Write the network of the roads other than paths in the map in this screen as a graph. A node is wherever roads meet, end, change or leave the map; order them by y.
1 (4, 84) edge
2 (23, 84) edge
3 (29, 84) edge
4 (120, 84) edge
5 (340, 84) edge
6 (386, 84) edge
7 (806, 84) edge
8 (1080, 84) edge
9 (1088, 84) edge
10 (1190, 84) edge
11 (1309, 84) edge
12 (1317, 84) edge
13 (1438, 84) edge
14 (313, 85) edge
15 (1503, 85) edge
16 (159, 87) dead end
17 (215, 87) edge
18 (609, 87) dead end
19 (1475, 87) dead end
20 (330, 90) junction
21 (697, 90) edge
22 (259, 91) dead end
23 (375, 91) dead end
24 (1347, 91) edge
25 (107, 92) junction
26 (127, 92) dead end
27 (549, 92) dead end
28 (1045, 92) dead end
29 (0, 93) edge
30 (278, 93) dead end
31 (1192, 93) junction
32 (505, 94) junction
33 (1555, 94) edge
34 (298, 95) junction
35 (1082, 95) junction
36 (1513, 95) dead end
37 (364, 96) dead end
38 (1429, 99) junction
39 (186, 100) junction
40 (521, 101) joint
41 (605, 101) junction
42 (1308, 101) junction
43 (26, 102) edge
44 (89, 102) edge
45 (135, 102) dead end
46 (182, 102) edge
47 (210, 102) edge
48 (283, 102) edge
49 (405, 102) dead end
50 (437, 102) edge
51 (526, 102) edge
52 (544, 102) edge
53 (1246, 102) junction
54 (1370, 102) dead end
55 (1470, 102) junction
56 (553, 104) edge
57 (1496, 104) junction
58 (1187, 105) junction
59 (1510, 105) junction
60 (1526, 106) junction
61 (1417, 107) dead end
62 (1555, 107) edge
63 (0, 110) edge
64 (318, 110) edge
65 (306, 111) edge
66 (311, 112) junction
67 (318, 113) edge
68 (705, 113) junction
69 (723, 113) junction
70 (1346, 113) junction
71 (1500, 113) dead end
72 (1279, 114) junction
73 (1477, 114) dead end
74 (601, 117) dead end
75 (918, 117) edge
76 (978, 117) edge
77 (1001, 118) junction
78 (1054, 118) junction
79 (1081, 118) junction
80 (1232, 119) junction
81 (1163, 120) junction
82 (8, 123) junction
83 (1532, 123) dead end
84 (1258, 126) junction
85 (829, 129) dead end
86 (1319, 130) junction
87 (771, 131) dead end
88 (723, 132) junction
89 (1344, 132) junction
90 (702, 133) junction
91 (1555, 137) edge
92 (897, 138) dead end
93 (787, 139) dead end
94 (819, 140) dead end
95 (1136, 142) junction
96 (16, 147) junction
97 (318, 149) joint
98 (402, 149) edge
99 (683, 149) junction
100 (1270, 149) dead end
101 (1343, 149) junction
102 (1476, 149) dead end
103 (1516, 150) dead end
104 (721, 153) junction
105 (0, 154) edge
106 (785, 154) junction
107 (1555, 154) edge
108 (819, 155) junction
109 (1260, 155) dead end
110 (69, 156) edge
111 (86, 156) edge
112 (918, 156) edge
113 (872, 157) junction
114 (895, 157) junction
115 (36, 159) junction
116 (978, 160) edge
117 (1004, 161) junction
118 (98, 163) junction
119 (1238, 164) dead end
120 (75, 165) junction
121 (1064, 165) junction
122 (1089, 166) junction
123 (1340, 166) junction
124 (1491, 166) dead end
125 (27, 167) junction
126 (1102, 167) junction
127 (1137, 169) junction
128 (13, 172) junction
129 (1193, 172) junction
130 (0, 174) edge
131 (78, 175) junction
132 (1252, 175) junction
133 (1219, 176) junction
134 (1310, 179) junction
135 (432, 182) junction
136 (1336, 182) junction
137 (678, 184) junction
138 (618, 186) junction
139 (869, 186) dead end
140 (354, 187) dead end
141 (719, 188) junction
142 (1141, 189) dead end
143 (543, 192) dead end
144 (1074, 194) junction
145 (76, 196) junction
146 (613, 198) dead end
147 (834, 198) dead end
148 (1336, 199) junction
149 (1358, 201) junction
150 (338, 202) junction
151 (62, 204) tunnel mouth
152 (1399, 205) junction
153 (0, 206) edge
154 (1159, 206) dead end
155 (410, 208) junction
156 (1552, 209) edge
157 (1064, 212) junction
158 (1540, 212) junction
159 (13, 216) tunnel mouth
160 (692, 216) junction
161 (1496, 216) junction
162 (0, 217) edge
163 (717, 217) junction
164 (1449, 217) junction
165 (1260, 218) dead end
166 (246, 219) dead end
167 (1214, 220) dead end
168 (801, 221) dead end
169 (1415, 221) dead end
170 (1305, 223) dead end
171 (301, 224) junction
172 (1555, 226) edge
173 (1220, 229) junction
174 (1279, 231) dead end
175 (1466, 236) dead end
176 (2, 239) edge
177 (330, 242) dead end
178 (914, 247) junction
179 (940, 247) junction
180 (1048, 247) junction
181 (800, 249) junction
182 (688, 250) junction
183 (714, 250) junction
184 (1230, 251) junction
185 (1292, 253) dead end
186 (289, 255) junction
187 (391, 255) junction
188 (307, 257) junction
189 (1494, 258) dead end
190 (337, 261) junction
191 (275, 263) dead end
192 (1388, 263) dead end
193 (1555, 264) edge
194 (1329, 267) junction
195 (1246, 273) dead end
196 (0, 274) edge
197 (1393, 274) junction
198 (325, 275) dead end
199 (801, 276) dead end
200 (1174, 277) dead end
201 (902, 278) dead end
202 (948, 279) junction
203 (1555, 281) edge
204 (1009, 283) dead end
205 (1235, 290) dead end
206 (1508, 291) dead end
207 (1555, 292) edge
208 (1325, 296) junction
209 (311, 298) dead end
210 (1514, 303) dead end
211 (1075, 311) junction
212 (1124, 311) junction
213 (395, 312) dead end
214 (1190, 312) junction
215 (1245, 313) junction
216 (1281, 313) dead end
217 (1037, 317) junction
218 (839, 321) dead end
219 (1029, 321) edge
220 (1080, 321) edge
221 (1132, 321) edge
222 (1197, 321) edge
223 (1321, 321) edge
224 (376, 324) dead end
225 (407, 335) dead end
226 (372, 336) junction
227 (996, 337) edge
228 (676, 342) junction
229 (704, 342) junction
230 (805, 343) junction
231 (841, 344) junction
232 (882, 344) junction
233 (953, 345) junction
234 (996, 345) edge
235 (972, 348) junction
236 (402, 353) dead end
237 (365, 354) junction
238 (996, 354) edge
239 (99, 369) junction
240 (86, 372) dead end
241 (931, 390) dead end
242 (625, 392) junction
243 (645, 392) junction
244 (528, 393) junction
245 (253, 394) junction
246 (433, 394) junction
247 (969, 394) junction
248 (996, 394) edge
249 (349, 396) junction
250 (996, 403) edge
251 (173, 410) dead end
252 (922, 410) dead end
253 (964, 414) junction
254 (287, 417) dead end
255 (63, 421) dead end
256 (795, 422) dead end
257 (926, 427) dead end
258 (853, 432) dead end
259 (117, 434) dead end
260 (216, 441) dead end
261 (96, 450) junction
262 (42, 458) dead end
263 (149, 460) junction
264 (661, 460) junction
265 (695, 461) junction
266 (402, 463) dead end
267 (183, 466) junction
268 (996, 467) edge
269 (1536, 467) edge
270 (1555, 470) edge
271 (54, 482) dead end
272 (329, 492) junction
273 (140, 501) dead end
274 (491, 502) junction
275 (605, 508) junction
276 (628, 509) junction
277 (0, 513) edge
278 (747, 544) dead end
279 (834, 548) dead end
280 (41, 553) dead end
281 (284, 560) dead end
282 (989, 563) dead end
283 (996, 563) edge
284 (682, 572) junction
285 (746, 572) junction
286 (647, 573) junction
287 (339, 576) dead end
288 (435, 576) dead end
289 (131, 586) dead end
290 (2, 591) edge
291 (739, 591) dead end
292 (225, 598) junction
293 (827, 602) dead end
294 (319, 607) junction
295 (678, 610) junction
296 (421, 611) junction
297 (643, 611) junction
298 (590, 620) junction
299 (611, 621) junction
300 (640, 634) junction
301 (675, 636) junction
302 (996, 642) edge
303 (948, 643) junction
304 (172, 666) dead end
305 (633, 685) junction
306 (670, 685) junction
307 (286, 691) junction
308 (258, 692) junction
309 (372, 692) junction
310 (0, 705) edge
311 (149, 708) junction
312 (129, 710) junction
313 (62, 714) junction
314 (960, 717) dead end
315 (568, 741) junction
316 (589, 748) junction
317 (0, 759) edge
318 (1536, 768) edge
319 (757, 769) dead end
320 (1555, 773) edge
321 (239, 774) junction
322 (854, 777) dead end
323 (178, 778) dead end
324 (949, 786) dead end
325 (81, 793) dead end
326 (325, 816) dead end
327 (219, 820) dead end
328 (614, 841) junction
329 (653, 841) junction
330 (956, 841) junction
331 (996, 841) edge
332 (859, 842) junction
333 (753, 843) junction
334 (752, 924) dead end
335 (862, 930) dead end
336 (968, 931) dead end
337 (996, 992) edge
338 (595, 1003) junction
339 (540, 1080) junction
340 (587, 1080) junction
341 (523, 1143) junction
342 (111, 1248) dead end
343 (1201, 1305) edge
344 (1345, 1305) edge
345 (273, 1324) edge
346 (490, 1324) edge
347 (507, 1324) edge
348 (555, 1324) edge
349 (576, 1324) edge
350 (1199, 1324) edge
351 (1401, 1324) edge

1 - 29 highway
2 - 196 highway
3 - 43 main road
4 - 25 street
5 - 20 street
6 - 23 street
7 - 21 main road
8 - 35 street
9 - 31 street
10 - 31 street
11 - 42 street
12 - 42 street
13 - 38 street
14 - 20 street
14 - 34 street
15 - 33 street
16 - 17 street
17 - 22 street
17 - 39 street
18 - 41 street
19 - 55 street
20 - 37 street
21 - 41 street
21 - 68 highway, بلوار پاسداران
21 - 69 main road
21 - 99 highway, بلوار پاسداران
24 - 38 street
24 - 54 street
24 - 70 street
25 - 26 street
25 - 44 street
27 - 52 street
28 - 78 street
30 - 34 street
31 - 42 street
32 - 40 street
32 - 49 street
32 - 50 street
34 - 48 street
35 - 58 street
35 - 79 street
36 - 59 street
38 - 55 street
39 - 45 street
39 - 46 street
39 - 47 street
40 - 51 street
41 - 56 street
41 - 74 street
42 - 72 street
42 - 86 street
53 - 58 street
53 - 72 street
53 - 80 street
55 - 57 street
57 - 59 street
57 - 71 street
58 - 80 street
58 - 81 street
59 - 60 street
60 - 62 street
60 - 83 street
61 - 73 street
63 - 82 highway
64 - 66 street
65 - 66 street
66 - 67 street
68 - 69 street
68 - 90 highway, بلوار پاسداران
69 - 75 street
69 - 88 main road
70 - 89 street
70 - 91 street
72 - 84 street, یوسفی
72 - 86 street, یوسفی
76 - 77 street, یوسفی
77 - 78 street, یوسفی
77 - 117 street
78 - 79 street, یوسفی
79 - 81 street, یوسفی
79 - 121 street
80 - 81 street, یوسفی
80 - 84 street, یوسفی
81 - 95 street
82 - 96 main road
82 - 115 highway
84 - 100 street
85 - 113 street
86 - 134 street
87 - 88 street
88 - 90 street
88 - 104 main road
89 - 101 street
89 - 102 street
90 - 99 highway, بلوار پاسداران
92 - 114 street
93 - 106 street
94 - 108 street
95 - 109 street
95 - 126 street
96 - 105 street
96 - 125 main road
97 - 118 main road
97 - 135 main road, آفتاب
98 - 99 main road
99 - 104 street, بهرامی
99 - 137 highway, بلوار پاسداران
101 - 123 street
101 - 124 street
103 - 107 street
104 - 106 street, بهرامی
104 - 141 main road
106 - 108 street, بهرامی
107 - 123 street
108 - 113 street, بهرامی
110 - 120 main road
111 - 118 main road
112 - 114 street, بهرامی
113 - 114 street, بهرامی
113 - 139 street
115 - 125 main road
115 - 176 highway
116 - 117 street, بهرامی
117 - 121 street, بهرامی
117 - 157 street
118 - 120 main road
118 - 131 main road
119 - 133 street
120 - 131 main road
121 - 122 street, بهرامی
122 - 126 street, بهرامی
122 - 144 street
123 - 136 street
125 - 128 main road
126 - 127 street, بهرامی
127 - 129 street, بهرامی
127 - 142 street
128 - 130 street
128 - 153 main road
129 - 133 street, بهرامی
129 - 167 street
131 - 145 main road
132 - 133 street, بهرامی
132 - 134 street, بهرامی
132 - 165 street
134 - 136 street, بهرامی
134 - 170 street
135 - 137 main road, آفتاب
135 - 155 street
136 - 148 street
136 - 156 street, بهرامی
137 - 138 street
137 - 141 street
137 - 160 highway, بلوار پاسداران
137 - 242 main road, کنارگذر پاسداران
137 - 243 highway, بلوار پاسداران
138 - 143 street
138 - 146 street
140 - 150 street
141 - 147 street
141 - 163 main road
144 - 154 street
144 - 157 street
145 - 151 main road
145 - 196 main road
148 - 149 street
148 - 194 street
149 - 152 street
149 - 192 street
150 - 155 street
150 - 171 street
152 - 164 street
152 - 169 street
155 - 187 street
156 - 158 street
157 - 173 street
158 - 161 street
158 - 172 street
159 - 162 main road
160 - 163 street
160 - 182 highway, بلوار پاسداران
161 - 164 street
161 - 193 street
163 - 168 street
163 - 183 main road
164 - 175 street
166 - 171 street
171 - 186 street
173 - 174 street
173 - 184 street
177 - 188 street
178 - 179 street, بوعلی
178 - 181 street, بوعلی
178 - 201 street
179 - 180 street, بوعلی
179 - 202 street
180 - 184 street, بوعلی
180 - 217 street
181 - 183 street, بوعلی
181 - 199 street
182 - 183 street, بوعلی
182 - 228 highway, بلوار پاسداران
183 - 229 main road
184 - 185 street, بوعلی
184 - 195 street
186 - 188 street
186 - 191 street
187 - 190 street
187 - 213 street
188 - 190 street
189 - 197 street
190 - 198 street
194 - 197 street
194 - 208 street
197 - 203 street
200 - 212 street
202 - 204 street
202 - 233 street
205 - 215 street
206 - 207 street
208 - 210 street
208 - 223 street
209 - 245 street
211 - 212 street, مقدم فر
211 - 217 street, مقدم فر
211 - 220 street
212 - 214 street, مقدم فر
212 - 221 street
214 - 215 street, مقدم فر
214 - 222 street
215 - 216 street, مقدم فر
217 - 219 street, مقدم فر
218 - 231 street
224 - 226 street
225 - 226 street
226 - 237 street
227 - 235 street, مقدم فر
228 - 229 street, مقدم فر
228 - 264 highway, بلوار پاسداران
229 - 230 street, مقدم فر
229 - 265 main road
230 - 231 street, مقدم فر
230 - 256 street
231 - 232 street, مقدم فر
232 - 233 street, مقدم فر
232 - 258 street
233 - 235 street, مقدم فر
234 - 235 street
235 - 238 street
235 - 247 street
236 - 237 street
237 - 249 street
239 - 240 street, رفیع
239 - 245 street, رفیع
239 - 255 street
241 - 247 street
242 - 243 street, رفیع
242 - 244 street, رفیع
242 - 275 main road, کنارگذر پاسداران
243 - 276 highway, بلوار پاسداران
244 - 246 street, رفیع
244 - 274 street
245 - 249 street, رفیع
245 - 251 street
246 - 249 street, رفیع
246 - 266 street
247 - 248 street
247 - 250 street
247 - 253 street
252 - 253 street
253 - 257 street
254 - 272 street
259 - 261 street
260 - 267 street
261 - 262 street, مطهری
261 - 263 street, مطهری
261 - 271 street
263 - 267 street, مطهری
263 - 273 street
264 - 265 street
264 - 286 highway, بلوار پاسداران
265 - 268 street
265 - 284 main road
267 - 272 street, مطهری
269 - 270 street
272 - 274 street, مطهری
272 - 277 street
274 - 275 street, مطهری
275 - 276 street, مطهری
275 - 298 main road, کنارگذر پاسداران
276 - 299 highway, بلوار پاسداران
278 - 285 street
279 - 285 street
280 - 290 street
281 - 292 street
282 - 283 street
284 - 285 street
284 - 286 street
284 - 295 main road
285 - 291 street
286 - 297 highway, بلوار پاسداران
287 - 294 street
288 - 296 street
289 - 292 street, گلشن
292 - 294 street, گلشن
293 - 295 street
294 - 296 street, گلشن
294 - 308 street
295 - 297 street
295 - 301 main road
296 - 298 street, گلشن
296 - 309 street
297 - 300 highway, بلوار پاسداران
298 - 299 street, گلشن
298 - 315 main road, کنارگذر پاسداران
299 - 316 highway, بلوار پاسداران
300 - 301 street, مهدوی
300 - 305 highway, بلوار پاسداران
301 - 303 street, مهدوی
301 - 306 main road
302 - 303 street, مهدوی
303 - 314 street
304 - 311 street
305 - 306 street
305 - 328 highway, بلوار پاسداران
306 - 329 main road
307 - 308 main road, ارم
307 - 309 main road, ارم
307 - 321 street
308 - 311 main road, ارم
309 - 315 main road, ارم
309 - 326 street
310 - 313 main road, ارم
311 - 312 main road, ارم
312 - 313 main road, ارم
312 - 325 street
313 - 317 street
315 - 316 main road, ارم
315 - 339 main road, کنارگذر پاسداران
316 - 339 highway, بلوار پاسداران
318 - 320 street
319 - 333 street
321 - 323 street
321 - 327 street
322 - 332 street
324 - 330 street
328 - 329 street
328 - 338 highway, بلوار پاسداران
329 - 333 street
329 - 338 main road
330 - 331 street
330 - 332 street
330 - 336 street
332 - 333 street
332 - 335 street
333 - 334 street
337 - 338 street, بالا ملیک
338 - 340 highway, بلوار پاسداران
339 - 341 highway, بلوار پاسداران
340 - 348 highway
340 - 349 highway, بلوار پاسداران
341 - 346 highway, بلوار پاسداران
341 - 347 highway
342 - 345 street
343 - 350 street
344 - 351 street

################

Instructions for the task:
Count how many of the lines in the material include the word "مطهری", and state that number without anything else.

Problem solution:
7